The judiciary is the least dynamic of all the systems that makes our democracy function. It is not a fault of the institution; it is built into its nature, for it reflects the collective consciousness of a society and its very philosophy that has solidified into laws. And the courts generally do not move ahead of society but follow its shibboleths and sayings. In short, judgments reflecting society’s stereotypes making their way into judicial behaviour and pronouncements are not frowned upon. Sociological changes are supposed to visit the judiciary the last.
Yet the Supreme Court of India has now chosen to tread a path it has hardly attempted to till date. In a bid to keep pace with positive changes in a society that has been pathologically patriarchal, it has become responsive to women’s interests. It has published a handbook of sexist words and usages that depict the stereotypical and unjustified portrayals of women that are to be avoided in its day-to-day dealings as well as in judgments. It has also suggested alternatives representative of a progressing society.
An example of this is the very word, woman. An examination of various usages of the word in the courts would convince anybody with a fair idea of justice that the word always comes in the company of other words that depict a patriarchal, and sometimes far from accurate, interpretation of her situation. Sample career woman, chaste woman, woman of easy virtue, fallen woman, harlot, Indian woman, Western woman, seductress, slut, whore, woman of loose morals, promiscuous woman and wanton woman. The court will have none of these, starting now. All these descriptions will be simply replaced by the word, woman.
The court shall not recognise a dutiful, faithful, good or obedient wife or even a housewife; she is a ‘wife’. Someone is assigned female/male at birth, instead of being born a girl/boy. A rape is a rape and not forced rape and it is no more eve-teasing but street sexual harassment. Importantly, a raped woman can choose whether she is a victim or a survivor. The court would also want a series of roles society has assigned to a woman to be looked at from the point of view of an egalitarian mind. Hence it is not the job of the woman to take care of the family but a shared responsibility of all. Stereotypes must go, the court has decided.
This is not the first time the republic’s apex court has come out with correctional texts for the people who occupy its bar and bench; it cannot be the last either.

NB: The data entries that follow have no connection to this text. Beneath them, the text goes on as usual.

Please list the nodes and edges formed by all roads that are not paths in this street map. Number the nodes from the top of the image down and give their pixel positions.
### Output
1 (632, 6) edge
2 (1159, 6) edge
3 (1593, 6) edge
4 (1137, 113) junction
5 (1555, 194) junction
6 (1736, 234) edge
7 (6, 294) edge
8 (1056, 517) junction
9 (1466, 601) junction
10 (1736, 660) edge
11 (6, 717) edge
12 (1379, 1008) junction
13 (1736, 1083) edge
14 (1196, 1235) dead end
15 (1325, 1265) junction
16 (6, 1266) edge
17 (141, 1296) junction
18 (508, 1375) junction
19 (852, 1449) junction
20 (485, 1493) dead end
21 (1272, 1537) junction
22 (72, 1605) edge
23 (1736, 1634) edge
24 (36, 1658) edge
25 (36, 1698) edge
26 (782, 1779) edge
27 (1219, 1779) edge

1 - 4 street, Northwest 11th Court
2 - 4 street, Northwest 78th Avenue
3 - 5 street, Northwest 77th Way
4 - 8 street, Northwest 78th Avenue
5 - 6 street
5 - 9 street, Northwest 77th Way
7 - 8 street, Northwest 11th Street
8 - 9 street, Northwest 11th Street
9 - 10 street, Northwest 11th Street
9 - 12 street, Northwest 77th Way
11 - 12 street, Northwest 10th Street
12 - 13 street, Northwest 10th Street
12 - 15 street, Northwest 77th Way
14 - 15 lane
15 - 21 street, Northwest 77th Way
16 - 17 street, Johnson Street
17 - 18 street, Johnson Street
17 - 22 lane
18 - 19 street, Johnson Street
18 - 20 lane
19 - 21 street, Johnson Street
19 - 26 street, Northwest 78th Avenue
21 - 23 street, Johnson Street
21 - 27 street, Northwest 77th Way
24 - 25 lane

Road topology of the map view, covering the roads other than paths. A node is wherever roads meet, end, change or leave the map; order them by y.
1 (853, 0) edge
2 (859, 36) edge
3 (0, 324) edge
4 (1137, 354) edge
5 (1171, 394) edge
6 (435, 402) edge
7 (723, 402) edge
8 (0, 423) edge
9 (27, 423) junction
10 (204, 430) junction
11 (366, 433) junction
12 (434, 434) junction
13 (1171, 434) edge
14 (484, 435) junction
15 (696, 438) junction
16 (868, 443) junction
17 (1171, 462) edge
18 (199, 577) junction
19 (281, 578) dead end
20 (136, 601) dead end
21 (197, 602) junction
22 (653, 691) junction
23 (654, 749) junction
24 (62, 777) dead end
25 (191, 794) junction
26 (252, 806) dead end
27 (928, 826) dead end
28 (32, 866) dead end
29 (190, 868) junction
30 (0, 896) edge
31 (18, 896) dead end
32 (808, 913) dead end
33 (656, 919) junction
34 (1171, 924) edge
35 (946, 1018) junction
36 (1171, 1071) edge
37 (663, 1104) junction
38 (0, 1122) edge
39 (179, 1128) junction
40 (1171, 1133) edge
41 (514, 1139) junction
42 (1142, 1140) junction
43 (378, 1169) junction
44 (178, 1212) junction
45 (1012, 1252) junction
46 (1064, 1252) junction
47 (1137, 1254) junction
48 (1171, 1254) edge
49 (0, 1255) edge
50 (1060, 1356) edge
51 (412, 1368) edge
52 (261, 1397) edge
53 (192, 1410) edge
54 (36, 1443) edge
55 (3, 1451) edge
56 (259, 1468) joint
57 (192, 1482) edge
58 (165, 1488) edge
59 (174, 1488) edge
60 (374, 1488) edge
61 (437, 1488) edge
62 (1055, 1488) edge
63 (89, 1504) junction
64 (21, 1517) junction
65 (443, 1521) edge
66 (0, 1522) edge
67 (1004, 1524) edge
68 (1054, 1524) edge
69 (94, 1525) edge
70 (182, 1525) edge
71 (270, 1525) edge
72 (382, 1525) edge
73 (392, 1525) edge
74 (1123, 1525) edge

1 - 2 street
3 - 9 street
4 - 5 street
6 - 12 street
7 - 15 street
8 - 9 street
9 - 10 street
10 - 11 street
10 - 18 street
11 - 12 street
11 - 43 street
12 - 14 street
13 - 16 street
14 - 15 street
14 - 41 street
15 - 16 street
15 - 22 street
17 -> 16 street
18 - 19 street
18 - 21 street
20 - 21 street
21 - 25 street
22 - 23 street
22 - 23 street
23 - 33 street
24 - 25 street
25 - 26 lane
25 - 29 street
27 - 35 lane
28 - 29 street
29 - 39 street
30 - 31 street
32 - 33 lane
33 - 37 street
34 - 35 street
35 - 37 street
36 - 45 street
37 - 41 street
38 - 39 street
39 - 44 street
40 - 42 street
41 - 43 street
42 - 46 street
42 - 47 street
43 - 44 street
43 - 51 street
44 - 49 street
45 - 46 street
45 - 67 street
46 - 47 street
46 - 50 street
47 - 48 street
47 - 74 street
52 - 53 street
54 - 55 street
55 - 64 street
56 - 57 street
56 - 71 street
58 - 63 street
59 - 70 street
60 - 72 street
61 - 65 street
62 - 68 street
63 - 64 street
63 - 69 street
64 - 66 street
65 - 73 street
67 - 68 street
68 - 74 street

Exasperated and infuriated by a high court order asking a rape-accused to tie a rakhi on the victim’s hand to get bail, a bench had, two years ago, ordered judges to go by what the law and the Code of Criminal Procedure say and not inject personal prejudices into judicial decisions. The latest guidelines were prompted by several judicial pronouncements, including one that commented on the way a sexual harassment victim had been dressed.
The glossary and guidelines must be seen as another forceful intervention from some of the finest judicial minds in the world to help Indian jurisprudence escape convenient notions it has been accepting unquestioningly and refine its functioning instead; and if it works, every Indian — woman or man — will stand to benefit. Of course, there is a whole list of problems that do persist including case pendency and long delays. True, we are inured to systemic inefficiencies and actual injustice; that gives us the very reason to cheer every forward movement.